[Saved data entries]
_ _ _ _ _
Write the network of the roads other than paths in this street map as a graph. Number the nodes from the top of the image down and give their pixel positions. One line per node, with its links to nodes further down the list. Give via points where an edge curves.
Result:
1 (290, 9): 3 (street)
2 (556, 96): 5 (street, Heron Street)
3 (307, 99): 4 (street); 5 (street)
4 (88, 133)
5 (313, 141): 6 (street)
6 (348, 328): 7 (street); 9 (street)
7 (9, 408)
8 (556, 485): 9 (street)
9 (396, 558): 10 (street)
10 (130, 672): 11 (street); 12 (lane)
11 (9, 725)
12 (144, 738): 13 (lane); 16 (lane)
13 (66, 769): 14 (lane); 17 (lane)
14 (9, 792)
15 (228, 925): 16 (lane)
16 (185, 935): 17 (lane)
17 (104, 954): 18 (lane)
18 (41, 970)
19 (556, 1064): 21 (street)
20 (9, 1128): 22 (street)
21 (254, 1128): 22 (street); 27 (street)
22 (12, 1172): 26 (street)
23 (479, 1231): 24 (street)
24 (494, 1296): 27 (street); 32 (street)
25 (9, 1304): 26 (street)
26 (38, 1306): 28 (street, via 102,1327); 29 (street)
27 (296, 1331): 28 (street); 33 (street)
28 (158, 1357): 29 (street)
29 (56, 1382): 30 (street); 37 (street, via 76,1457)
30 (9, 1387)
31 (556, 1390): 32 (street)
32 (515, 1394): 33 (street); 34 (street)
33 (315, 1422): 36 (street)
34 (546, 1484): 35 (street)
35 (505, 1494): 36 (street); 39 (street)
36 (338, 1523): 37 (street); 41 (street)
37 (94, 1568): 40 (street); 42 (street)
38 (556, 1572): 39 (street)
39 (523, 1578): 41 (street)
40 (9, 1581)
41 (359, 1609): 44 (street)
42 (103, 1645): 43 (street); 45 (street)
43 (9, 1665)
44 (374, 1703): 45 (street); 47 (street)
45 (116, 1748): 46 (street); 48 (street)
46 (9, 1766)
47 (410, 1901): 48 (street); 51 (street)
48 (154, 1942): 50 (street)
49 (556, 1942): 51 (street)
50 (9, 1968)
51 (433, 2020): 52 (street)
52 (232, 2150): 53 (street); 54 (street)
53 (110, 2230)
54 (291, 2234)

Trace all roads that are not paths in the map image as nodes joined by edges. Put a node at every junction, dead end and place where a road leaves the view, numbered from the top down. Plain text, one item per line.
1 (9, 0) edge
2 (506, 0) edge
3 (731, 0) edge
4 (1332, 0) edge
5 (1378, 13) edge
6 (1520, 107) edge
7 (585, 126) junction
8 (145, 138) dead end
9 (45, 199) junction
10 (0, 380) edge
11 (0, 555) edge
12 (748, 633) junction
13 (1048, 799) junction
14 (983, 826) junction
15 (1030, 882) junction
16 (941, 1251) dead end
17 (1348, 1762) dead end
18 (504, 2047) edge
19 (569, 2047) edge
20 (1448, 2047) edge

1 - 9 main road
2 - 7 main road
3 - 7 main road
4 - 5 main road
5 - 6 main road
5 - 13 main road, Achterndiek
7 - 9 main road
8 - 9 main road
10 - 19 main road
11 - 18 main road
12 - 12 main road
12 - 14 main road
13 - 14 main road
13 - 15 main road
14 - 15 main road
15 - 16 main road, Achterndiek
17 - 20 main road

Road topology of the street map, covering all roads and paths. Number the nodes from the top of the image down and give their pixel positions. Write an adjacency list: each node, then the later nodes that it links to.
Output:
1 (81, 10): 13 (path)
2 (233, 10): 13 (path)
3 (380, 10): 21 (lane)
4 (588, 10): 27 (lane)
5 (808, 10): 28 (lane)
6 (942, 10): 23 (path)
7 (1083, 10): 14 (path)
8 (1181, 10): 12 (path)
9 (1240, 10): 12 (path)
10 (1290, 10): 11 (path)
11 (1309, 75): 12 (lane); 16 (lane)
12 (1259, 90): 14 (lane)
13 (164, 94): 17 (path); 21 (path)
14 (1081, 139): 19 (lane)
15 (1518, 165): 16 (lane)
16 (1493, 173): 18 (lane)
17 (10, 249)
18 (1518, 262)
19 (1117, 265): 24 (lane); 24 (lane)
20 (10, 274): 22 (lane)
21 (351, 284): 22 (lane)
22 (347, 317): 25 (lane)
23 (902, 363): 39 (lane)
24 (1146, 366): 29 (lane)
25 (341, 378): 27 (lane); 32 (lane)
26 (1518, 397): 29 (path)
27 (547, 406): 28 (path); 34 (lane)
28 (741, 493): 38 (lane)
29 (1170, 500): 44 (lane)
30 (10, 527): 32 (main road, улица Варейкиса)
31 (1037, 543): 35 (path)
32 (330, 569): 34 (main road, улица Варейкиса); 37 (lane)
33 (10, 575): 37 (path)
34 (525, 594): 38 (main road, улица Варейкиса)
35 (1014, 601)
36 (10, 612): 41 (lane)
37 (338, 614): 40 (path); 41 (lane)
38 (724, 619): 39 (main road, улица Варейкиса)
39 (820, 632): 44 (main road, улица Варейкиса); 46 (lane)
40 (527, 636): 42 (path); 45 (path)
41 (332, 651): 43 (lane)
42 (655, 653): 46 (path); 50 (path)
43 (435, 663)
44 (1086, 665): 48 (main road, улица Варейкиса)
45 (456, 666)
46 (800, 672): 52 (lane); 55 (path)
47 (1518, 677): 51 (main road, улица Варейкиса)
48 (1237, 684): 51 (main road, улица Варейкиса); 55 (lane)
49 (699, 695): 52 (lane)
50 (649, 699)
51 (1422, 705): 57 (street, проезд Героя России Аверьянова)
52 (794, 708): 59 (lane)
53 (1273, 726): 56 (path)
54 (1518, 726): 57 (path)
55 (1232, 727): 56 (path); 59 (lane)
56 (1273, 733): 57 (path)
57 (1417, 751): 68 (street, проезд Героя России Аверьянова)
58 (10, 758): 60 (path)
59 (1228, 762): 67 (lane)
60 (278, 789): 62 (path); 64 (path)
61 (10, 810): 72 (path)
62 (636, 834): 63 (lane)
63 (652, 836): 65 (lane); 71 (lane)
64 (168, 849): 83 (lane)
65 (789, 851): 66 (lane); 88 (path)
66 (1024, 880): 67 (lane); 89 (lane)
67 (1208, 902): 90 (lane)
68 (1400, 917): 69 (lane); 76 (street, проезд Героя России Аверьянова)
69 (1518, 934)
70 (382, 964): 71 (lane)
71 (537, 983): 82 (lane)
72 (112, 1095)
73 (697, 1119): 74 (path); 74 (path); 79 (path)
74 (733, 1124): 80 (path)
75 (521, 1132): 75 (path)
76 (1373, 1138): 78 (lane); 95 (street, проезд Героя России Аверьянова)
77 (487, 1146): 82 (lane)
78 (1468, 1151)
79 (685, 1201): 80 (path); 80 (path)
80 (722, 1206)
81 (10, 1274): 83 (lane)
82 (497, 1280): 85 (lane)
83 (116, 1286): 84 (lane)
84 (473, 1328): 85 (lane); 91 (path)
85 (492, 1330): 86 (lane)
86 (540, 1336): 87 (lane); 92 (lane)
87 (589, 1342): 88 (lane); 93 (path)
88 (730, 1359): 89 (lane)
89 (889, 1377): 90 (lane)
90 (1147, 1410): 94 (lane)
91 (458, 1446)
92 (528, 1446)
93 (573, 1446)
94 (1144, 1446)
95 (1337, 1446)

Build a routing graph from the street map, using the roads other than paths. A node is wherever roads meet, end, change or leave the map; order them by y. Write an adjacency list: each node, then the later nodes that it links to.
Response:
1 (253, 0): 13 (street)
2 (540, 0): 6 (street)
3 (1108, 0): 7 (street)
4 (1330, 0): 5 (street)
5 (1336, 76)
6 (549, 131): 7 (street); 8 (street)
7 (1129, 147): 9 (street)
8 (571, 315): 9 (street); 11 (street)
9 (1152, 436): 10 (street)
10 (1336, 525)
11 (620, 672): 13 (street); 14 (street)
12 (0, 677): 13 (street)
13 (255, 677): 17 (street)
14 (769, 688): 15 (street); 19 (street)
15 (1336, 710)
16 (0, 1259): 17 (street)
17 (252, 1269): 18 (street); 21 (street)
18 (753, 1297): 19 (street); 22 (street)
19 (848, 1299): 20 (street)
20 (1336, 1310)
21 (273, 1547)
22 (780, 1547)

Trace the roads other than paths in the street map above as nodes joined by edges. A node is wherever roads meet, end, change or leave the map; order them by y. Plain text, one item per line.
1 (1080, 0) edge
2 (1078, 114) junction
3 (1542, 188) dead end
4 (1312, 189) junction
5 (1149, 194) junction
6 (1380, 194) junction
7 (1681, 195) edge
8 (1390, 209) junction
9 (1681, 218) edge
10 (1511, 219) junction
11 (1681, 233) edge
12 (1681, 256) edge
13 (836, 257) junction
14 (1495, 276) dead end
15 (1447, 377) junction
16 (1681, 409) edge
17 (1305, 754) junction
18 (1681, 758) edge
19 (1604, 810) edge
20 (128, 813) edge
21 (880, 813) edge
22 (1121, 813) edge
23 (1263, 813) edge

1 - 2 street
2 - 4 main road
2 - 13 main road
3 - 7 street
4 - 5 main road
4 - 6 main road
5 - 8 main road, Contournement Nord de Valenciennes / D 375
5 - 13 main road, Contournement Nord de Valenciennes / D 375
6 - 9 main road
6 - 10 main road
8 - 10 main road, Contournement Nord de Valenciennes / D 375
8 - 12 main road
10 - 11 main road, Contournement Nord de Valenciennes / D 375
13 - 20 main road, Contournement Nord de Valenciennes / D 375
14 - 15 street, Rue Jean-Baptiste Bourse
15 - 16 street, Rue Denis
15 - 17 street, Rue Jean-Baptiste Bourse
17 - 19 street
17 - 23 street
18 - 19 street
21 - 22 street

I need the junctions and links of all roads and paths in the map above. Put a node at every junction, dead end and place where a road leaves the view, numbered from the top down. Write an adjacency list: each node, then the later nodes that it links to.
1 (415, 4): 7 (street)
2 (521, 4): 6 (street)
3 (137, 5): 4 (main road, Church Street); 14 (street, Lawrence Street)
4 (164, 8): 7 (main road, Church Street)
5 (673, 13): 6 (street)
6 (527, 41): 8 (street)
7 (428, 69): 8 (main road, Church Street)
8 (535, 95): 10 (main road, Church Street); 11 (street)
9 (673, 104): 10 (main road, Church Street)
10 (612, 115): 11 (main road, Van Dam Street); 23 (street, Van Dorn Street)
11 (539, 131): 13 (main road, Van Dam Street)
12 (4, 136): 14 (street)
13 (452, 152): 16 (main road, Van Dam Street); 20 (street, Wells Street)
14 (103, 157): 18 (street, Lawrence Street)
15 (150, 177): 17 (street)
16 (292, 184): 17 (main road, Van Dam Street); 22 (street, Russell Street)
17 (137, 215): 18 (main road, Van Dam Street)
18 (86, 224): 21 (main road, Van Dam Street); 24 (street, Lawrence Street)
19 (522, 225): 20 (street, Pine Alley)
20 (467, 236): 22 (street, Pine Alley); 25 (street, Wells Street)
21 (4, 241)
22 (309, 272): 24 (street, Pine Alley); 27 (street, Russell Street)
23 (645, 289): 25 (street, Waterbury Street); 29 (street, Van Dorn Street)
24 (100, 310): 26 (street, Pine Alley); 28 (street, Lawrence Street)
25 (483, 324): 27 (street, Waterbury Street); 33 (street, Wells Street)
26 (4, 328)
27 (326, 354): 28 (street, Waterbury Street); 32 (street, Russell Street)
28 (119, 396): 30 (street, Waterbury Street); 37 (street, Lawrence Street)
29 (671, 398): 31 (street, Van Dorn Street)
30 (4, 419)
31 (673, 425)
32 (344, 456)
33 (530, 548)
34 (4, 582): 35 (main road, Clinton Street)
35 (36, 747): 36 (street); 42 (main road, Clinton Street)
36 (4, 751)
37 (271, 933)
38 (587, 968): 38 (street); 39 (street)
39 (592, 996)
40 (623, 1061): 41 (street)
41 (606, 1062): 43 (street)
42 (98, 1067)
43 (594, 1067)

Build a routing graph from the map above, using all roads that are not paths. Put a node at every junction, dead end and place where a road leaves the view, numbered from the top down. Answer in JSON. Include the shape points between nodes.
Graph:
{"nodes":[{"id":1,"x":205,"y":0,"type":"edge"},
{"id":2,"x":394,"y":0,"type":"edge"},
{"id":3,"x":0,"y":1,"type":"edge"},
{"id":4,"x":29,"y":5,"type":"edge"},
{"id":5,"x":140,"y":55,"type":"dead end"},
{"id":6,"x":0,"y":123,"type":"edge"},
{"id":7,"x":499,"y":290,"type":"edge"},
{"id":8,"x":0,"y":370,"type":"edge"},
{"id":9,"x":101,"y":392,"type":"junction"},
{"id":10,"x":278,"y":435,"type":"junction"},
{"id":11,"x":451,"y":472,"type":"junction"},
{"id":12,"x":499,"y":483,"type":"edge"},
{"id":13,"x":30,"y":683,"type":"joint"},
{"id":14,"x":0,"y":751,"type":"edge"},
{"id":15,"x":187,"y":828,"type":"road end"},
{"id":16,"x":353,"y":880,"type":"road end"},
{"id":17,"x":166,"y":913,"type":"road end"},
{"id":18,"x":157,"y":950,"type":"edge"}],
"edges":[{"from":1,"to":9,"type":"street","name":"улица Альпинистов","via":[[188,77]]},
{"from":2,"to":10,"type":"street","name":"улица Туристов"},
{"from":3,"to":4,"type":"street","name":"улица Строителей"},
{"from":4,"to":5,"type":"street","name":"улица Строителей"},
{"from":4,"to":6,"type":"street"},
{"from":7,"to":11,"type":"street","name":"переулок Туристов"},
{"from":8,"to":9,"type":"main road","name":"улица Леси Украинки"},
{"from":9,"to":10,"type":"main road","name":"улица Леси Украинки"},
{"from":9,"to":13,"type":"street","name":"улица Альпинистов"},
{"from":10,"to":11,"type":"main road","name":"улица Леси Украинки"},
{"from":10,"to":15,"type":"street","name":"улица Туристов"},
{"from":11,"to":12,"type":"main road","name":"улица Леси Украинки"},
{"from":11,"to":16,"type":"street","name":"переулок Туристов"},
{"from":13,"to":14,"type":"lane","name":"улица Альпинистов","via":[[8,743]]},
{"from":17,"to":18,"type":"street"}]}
_ _ _ _ _
• What to produce: Reply with the number of lines above in which the word "image" appears, and with nothing else.

• Your response: 3